January 19, 2010, 5:28 amShag from Brookline says:
Might this recommendation:
“Third, Congress should forbid law clerks to draft judicial opinions, and move them to the office of the Court’s Librarian, where they would do legal research for the Court rather than for individual Justices.”
reduce law school enrollments and the current incentives at top niche law schools to make law review and get great grades to get a clerkship? Who would want to work so hard for such a research job that might not result in higher associate compensation and prestige at large law firms post clerkship?
January 19, 2010, 7:29 amMartinned says:
I already noticed and read this article when it first came out on SSRN. It sounds OK to me, but then, it seems a lot like the way Dutch supreme court justices work. I’d consider myself a legal professional, and I couldn’t name a single member of my own country’s highest court with a gun to my head. (I could name maybe one or two members of the European Court of Justice, as well as a few ECJ and Dutch Attorneys-General, who do sign their opinions, but that’s about it.)
January 19, 2010, 8:17 amepluribus says:
Shag from Brookline says:
I’m not clear why clerking for the Supreme Court as a whole would be worth less on an ambitious lawyer’s resume than clerking for an individual justice. Is it your position that the whole is less than its parts?
January 19, 2010, 8:32 amNaG says:
I can see the fourth recommendation — that the Justices “ride circuit” for some amount of time — as being a viable idea.
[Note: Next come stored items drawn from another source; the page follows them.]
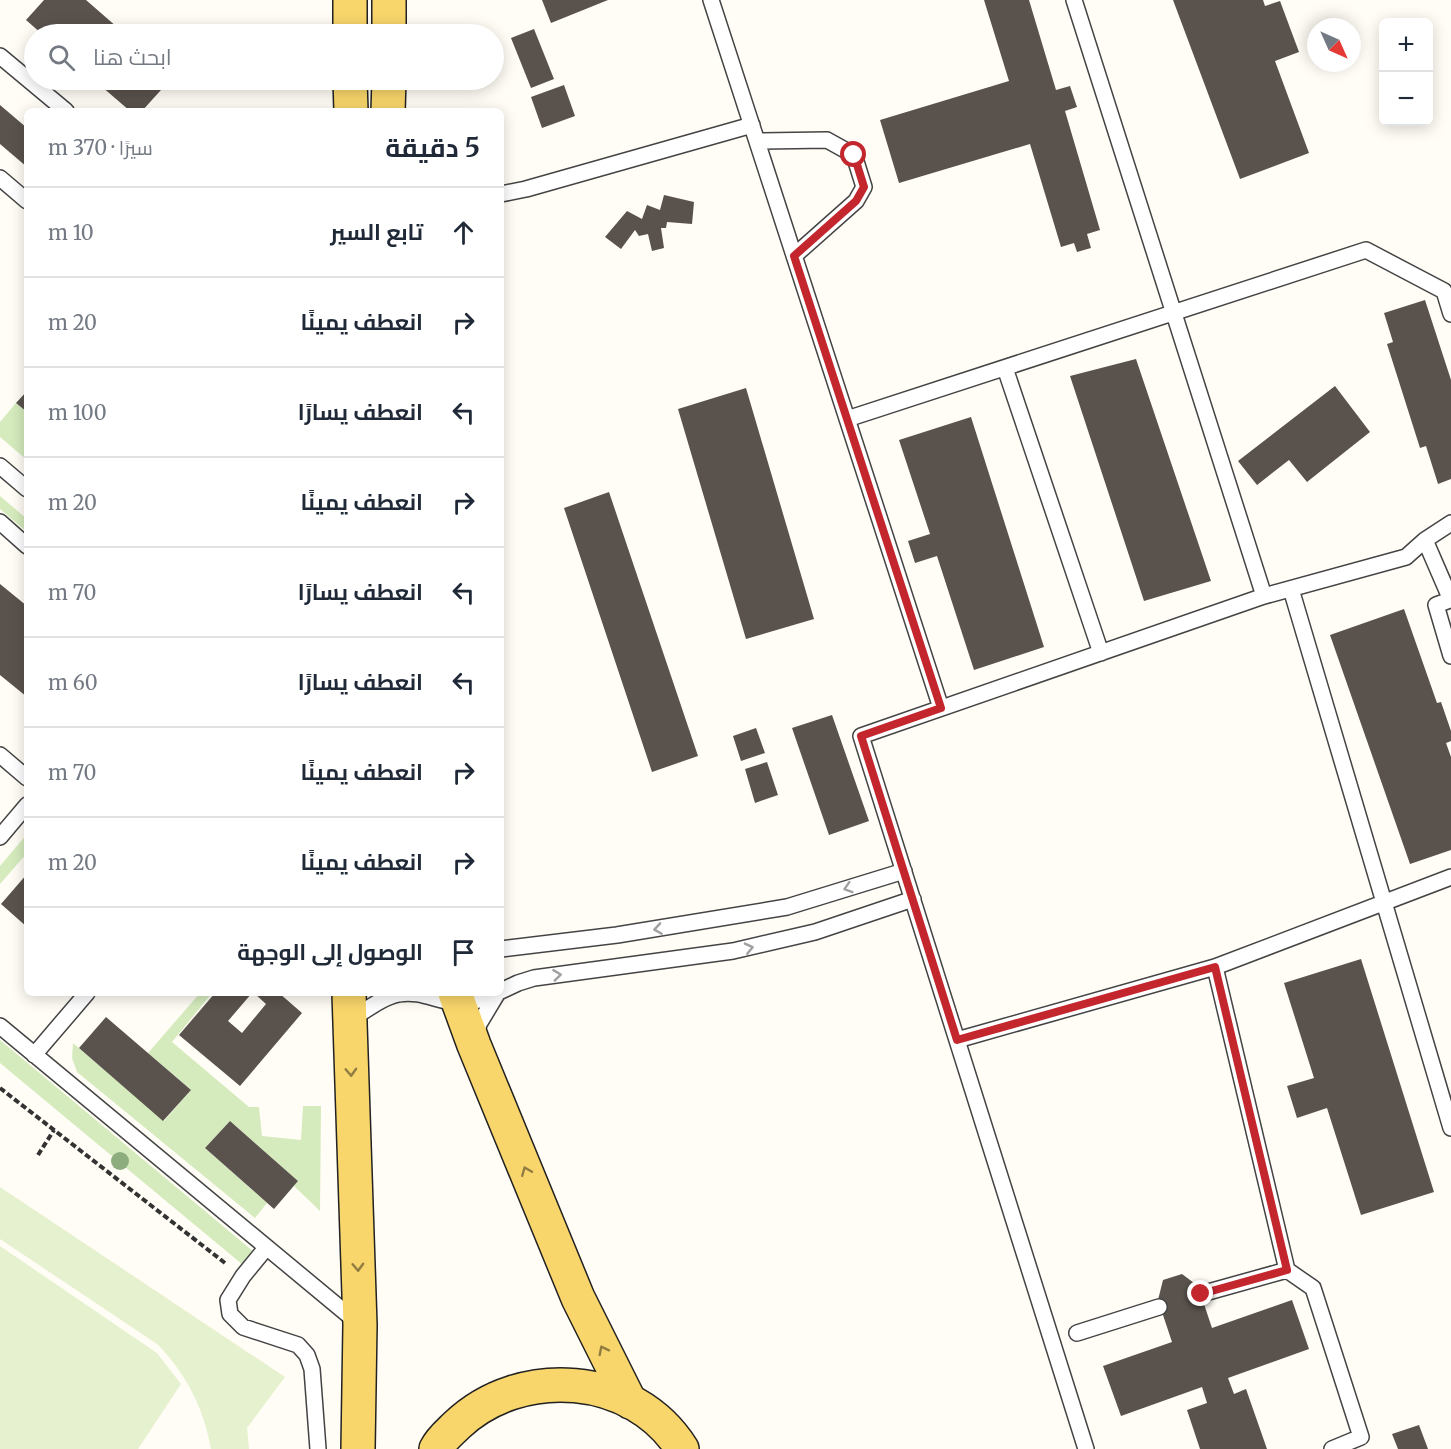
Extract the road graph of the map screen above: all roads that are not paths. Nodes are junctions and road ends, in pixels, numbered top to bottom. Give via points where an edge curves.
1 (350, 0) edge
2 (389, 0) edge
3 (711, 0) edge
4 (1074, 0) edge
5 (350, 24) edge
6 (389, 24) edge
7 (0, 56) edge
8 (24, 76) edge
9 (41, 90) edge
10 (350, 90) edge
11 (388, 90) edge
12 (62, 108) edge
13 (351, 108) edge
14 (388, 108) edge
15 (752, 125) junction
16 (757, 141) junction
17 (0, 177) edge
18 (504, 193) edge
19 (24, 198) edge
20 (794, 256) junction
21 (1174, 314) junction
22 (1451, 314) edge
23 (1005, 368) junction
24 (847, 419) junction
25 (0, 466) edge
26 (24, 486) edge
27 (0, 522) edge
28 (1451, 523) edge
29 (1425, 540) junction
30 (24, 543) edge
31 (1291, 588) junction
32 (1264, 596) junction
33 (1450, 600) edge
34 (1101, 653) junction
35 (1451, 656) edge
36 (941, 708) junction
37 (0, 755) edge
38 (24, 775) edge
39 (24, 809) edge
40 (0, 837) edge
41 (904, 871) junction
42 (1451, 878) edge
43 (913, 899) junction
44 (1384, 901) junction
45 (504, 950) edge
46 (1215, 967) junction
47 (504, 990) edge
48 (84, 996) edge
49 (395, 996) edge
50 (440, 996) edge
51 (491, 996) edge
52 (496, 996) edge
53 (457, 998) edge
54 (349, 1007) edge
55 (0, 1026) edge
56 (957, 1040) junction
57 (474, 1045) junction
58 (34, 1055) junction
59 (1451, 1128) edge
60 (266, 1248) junction
61 (1287, 1270) junction
62 (1201, 1294) dead end
63 (1159, 1307) dead end
64 (360, 1325) junction
65 (1077, 1333) dead end
66 (630, 1402) junction
67 (359, 1448) edge
68 (318, 1449) edge
69 (436, 1449) edge
70 (682, 1449) edge
71 (1086, 1449) edge
72 (1332, 1449) edge

1 - 5 main road
2 - 6 main road
3 - 15 lane
4 - 21 lane
7 - 8 lane
9 - 12 lane
10 - 13 main road
11 - 14 main road
15 - 16 lane
15 - 18 lane
16 - 20 lane
16 - 20 lane via 827,140 854,155 864,187 856,201
17 - 19 lane
20 - 24 lane
21 - 22 lane via 1366,250 1444,291
21 - 23 lane
21 - 32 lane
23 - 24 lane
23 - 34 lane
24 - 36 lane
25 - 26 lane
27 - 30 lane
28 - 29 lane
29 - 31 lane via 1406,557
29 - 33 lane
31 - 32 lane
31 - 44 lane
32 - 34 lane
33 - 35 lane via 1436,606
34 - 36 lane
36 - 41 lane via 861,736
37 - 38 lane
39 - 40 lane
41 - 43 lane
41 -> 45 lane via 787,907
42 - 44 lane
47 -> 43 lane via 541,977 733,951 815,932
43 - 56 lane
44 - 46 lane
44 - 59 lane
46 - 56 lane
46 - 61 lane
48 - 58 lane
49 - 54 lane
50 - 53 lane
51 - 53 lane via 479,1001
52 - 57 lane via 479,1024
53 - 57 main road
54 -> 64 main road
55 - 58 lane
56 - 71 lane
66 -> 57 main road via 578,1298
58 - 60 lane
60 - 64 lane
60 - 68 lane via 228,1300 230,1314 243,1327 298,1345 307,1355 312,1370
61 - 62 lane
61 - 72 lane via 1313,1288 1360,1437
63 - 65 lane
64 - 67 main road
66 - 69 main road via 591,1387 549,1384 508,1392 471,1412
66 - 70 main road via 656,1419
The main argument against it would be the recusal issue, in that a Justice that hears a circuit case would then have to recuse themselves if the case was appealed. I’m sure the Justices would rather not have that problem.
But the rest of the recommendations seem to be significant changes from how the Court has functioned for most, if not all, of its history. I do not think the Court would seriously consider them.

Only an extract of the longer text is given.